## [What is expected]
This task requires every entry to be set down again exactly.

## [Exercise data]
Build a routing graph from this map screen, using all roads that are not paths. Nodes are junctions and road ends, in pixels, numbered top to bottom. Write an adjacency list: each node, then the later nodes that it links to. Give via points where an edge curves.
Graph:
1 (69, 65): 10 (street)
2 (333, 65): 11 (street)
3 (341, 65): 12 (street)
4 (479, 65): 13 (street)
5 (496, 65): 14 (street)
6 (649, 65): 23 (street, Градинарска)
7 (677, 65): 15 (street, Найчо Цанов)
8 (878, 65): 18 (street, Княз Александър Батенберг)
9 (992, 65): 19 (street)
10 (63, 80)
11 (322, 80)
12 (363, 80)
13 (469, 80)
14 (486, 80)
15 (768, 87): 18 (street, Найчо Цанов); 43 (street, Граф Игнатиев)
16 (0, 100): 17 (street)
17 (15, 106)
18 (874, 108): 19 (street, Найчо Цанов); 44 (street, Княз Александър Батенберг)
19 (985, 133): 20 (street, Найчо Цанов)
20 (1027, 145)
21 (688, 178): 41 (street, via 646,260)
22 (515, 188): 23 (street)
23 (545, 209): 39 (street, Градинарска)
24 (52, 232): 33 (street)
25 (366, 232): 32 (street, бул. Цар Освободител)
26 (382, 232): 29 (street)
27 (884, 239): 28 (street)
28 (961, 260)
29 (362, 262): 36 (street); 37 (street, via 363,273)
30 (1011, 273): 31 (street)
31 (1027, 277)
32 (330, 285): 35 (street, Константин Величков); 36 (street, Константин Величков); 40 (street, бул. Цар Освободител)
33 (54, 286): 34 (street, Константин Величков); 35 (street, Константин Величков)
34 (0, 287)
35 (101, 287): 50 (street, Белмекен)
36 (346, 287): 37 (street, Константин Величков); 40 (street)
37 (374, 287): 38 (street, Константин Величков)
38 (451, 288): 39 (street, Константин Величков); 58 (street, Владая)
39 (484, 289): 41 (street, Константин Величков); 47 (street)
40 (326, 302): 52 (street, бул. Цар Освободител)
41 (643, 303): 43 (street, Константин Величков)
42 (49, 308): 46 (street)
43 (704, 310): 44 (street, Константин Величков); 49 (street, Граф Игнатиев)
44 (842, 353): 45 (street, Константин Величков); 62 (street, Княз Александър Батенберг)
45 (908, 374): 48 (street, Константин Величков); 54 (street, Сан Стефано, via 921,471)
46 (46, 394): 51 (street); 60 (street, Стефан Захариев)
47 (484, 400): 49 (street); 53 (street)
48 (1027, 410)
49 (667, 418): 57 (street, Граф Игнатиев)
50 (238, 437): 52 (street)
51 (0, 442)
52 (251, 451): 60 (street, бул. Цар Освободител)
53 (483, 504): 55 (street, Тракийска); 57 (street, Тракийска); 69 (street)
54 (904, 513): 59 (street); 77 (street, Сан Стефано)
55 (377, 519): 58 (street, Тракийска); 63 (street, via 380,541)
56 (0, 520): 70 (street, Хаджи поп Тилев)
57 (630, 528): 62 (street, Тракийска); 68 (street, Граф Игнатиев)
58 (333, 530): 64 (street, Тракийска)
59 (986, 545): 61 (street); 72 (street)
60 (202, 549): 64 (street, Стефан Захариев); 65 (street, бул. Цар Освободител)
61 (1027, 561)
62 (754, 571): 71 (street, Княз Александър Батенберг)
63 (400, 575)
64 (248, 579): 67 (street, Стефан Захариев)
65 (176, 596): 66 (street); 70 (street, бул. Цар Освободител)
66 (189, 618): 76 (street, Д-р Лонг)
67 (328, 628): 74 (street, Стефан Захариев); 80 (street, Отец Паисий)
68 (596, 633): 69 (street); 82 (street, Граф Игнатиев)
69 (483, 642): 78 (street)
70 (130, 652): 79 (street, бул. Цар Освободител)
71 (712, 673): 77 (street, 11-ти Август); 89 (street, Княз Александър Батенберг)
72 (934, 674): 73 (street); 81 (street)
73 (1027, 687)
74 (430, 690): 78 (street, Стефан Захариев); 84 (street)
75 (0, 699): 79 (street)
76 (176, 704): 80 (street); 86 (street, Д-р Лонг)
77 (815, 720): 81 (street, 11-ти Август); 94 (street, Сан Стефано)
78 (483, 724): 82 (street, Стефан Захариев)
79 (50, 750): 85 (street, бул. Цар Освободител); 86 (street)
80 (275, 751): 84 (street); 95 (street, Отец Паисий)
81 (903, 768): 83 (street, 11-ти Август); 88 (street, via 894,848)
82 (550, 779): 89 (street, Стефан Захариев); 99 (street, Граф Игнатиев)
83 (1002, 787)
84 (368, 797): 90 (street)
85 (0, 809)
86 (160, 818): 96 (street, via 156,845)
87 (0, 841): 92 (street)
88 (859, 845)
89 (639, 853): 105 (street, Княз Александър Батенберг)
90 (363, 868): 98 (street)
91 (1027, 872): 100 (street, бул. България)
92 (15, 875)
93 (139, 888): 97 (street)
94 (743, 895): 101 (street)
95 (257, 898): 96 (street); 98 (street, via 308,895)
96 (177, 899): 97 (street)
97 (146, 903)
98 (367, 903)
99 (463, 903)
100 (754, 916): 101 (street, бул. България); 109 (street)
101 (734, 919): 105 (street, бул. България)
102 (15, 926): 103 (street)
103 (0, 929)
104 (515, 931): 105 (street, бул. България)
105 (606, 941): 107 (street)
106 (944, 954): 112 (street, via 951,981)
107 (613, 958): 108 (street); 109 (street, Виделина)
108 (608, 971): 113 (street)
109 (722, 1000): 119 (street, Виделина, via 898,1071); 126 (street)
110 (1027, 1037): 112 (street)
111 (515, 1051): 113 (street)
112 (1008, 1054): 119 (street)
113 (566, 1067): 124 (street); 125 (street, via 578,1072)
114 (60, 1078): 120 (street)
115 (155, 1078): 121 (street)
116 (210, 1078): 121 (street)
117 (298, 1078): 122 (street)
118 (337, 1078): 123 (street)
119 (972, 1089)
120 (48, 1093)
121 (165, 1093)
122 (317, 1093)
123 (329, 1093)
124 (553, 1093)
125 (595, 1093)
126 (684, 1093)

## [Task result]
Build a routing graph from this map screen, using all roads that are not paths. Nodes are junctions and road ends, in pixels, numbered top to bottom. Write an adjacency list: each node, then the later nodes that it links to. Give via points where an edge curves.
Graph:
1 (69, 65): 10 (street)
2 (333, 65): 11 (street)
3 (341, 65): 12 (street)
4 (479, 65): 13 (street)
5 (496, 65): 14 (street)
6 (649, 65): 23 (street, Градинарска)
7 (677, 65): 15 (street, Найчо Цанов)
8 (878, 65): 18 (street, Княз Александър Батенберг)
9 (992, 65): 19 (street)
10 (63, 80)
11 (322, 80)
12 (363, 80)
13 (469, 80)
14 (486, 80)
15 (768, 87): 18 (street, Найчо Цанов); 43 (street, Граф Игнатиев)
16 (0, 100): 17 (street)
17 (15, 106)
18 (874, 108): 19 (street, Найчо Цанов); 44 (street, Княз Александър Батенберг)
19 (985, 133): 20 (street, Найчо Цанов)
20 (1027, 145)
21 (688, 178): 41 (street, via 646,260)
22 (515, 188): 23 (street)
23 (545, 209): 39 (street, Градинарска)
24 (52, 232): 33 (street)
25 (366, 232): 32 (street, бул. Цар Освободител)
26 (382, 232): 29 (street)
27 (884, 239): 28 (street)
28 (961, 260)
29 (362, 262): 36 (street); 37 (street, via 363,273)
30 (1011, 273): 31 (street)
31 (1027, 277)
32 (330, 285): 35 (street, Константин Величков); 36 (street, Константин Величков); 40 (street, бул. Цар Освободител)
33 (54, 286): 34 (street, Константин Величков); 35 (street, Константин Величков)
34 (0, 287)
35 (101, 287): 50 (street, Белмекен)
36 (346, 287): 37 (street, Константин Величков); 40 (street)
37 (374, 287): 38 (street, Константин Величков)
38 (451, 288): 39 (street, Константин Величков); 58 (street, Владая)
39 (484, 289): 41 (street, Константин Величков); 47 (street)
40 (326, 302): 52 (street, бул. Цар Освободител)
41 (643, 303): 43 (street, Константин Величков)
42 (49, 308): 46 (street)
43 (704, 310): 44 (street, Константин Величков); 49 (street, Граф Игнатиев)
44 (842, 353): 45 (street, Константин Величков); 62 (street, Княз Александър Батенберг)
45 (908, 374): 48 (street, Константин Величков); 54 (street, Сан Стефано, via 921,471)
46 (46, 394): 51 (street); 60 (street, Стефан Захариев)
47 (484, 400): 49 (street); 53 (street)
48 (1027, 410)
49 (667, 418): 57 (street, Граф Игнатиев)
50 (238, 437): 52 (street)
51 (0, 442)
52 (251, 451): 60 (street, бул. Цар Освободител)
53 (483, 504): 55 (street, Тракийска); 57 (street, Тракийска); 69 (street)
54 (904, 513): 59 (street); 77 (street, Сан Стефано)
55 (377, 519): 58 (street, Тракийска); 63 (street, via 380,541)
56 (0, 520): 70 (street, Хаджи поп Тилев)
57 (630, 528): 62 (street, Тракийска); 68 (street, Граф Игнатиев)
58 (333, 530): 64 (street, Тракийска)
59 (986, 545): 61 (street); 72 (street)
60 (202, 549): 64 (street, Стефан Захариев); 65 (street, бул. Цар Освободител)
61 (1027, 561)
62 (754, 571): 71 (street, Княз Александър Батенберг)
63 (400, 575)
64 (248, 579): 67 (street, Стефан Захариев)
65 (176, 596): 66 (street); 70 (street, бул. Цар Освободител)
66 (189, 618): 76 (street, Д-р Лонг)
67 (328, 628): 74 (street, Стефан Захариев); 80 (street, Отец Паисий)
68 (596, 633): 69 (street); 82 (street, Граф Игнатиев)
69 (483, 642): 78 (street)
70 (130, 652): 79 (street, бул. Цар Освободител)
71 (712, 673): 77 (street, 11-ти Август); 89 (street, Княз Александър Батенберг)
72 (934, 674): 73 (street); 81 (street)
73 (1027, 687)
74 (430, 690): 78 (street, Стефан Захариев); 84 (street)
75 (0, 699): 79 (street)
76 (176, 704): 80 (street); 86 (street, Д-р Лонг)
77 (815, 720): 81 (street, 11-ти Август); 94 (street, Сан Стефано)
78 (483, 724): 82 (street, Стефан Захариев)
79 (50, 750): 85 (street, бул. Цар Освободител); 86 (street)
80 (275, 751): 84 (street); 95 (street, Отец Паисий)
81 (903, 768): 83 (street, 11-ти Август); 88 (street, via 894,848)
82 (550, 779): 89 (street, Стефан Захариев); 99 (street, Граф Игнатиев)
83 (1002, 787)
84 (368, 797): 90 (street)
85 (0, 809)
86 (160, 818): 96 (street, via 156,845)
87 (0, 841): 92 (street)
88 (859, 845)
89 (639, 853): 105 (street, Княз Александър Батенберг)
90 (363, 868): 98 (street)
91 (1027, 872): 100 (street, бул. България)
92 (15, 875)
93 (139, 888): 97 (street)
94 (743, 895): 101 (street)
95 (257, 898): 96 (street); 98 (street, via 308,895)
96 (177, 899): 97 (street)
97 (146, 903)
98 (367, 903)
99 (463, 903)
100 (754, 916): 101 (street, бул. България); 109 (street)
101 (734, 919): 105 (street, бул. България)
102 (15, 926): 103 (street)
103 (0, 929)
104 (515, 931): 105 (street, бул. България)
105 (606, 941): 107 (street)
106 (944, 954): 112 (street, via 951,981)
107 (613, 958): 108 (street); 109 (street, Виделина)
108 (608, 971): 113 (street)
109 (722, 1000): 119 (street, Виделина, via 898,1071); 126 (street)
110 (1027, 1037): 112 (street)
111 (515, 1051): 113 (street)
112 (1008, 1054): 119 (street)
113 (566, 1067): 124 (street); 125 (street, via 578,1072)
114 (60, 1078): 120 (street)
115 (155, 1078): 121 (street)
116 (210, 1078): 121 (street)
117 (298, 1078): 122 (street)
118 (337, 1078): 123 (street)
119 (972, 1089)
120 (48, 1093)
121 (165, 1093)
122 (317, 1093)
123 (329, 1093)
124 (553, 1093)
125 (595, 1093)
126 (684, 1093)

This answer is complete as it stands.